What did @onehottrail actually say?
The creator's core argument is that past generations didn't have higher maximum testosterone levels, only higher averages. They argue that very high total testosterone readings today, say 1,300 to 1,500 ng/dL, usually signal a problem: false elevation from poor testing, high SHBG masking low free testosterone, or reduced androgen receptor sensitivity. They also challenge the quality of early testosterone data, calling the 1970s Finnish cohort studies inaccurate due to flawed assay methods.
This is a more nuanced take than the usual "T is in crisis" content. Rather than just validating testosterone anxiety, they're pushing back on it. That's worth noting.
Does the science back this up?
Mostly, yes. The decline in average testosterone is real and reasonably well-documented. The criticism of early assay methods is also legitimate. Where things get murkier is in the creator's confident explanation of why high total T is usually a bad sign today.
The testosterone decline data is real. Travison et al. (2007, Journal of Clinical Endocrinology and Metabolism) analyzed data from the Massachusetts Male Aging Study and found a population-level decline in testosterone of roughly 1% per year from 1987 to 2004, independent of aging. A similar pattern emerged in a Danish cohort study by Andersson et al. (2007, European Journal of Endocrinology). The creator's figure of 20 to 25% decline is consistent with what these studies found over comparable time spans.
The Finnish 1970s data critique is also solid. Many early radioimmunoassays used to measure testosterone were prone to cross-reactivity and matrix interference, which inflated readings compared to modern liquid chromatography-mass spectrometry methods. This is well-acknowledged in the assay literature.
What did they get wrong, or right?
The claim that high total testosterone "is usually one of three things" is oversimplified. The creator lists false elevation, high SHBG, and reduced androgen sensitivity. All three are real phenomena, but framing very high natural testosterone as almost always pathological or suspicious is a stretch.
Androgen receptor sensitivity, the third explanation they offer, is the weakest of the three clinically. While androgen insensitivity disorders are documented, the idea that a man with total T of 1,400 ng/dL and normal symptoms has "reduced androgen sensitivity" is speculative without receptor assay data. This isn't a routine clinical measurement. The creator presents it as a clean explanation when it's actually a hypothesis that's difficult to confirm in practice.
The SHBG point is correct.
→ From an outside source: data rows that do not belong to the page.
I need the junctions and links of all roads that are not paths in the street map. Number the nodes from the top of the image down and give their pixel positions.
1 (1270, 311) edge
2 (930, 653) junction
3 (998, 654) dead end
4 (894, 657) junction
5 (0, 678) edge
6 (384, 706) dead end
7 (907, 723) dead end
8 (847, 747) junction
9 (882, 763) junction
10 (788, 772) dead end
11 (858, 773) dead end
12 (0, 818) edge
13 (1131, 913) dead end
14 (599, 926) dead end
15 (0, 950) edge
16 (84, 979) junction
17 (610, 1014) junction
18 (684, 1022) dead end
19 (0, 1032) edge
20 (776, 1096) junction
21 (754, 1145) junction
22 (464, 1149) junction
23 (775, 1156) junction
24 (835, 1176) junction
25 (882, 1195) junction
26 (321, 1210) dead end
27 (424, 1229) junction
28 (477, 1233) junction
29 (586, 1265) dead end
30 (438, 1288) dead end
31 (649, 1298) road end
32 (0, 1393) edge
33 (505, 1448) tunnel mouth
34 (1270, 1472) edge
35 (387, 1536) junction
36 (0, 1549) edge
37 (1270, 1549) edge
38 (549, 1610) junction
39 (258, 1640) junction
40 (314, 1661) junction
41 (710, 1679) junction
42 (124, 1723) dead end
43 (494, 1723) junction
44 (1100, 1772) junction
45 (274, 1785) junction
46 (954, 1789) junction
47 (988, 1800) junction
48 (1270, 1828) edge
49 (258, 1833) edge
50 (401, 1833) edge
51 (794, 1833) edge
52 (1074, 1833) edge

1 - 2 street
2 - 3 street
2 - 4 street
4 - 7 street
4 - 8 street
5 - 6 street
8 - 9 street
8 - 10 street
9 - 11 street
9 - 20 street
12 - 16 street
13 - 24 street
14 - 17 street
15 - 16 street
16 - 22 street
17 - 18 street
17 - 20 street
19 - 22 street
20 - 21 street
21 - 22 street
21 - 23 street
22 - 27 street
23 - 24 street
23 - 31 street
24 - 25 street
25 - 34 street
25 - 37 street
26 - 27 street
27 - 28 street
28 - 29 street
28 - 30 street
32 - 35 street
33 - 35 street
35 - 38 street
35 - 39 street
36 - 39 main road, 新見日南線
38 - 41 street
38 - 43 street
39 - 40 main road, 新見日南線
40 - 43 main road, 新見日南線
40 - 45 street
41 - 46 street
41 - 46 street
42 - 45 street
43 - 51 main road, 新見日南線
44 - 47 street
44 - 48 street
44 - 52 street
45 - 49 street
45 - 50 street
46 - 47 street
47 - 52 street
High SHBG can elevate total testosterone while leaving free testosterone unremarkable. This is clinically documented and a known confounder in testosterone interpretation (Vermeulen et al., 1999, Journal of Clinical Endocrinology and Metabolism).
Credit where it's due: the creator correctly distinguishes total from free testosterone, which many influencers in this space never bother to do.
What should you actually know?
If your total testosterone comes back in the 1,300 to 1,500 ng/dL range, don't panic and don't celebrate. Context matters enormously. The right follow-up is a free testosterone measurement, an SHBG level, and ideally testing done via mass spectrometry rather than older immunoassay methods.
The population-level testosterone decline is real, but the causes are still being studied. Obesity, sedentary behavior, endocrine-disrupting chemicals, and poor sleep are all associated with lower testosterone in epidemiological data. Attributing it to any single cause is premature.
The creator's broader point, that your grandfather probably didn't have "superhuman" testosterone, is a reasonable corrective to some of the nostalgia-driven TRT marketing that circulates online. But the data doesn't tell us much about individual-level variation in past populations. We simply don't have that granularity from 1970s cohort studies.
If you're concerned about your testosterone levels, the starting point is a proper clinical workup, not a comparison to a hypothetical past. Seek evaluation from a licensed provider who uses validated testing methods.
Bottom line: is this content trustworthy?
More trustworthy than average for this genre, with real caveats. The creator shows genuine familiarity with the assay limitations and the SHBG confound, which puts them ahead of most testosterone influencers. But the "high T is usually a problem" framing is too confident given the evidence, and the androgen sensitivity explanation, while real as a concept, is applied here more loosely than the science warrants. This is educational content with a point of view, not a clinical consultation.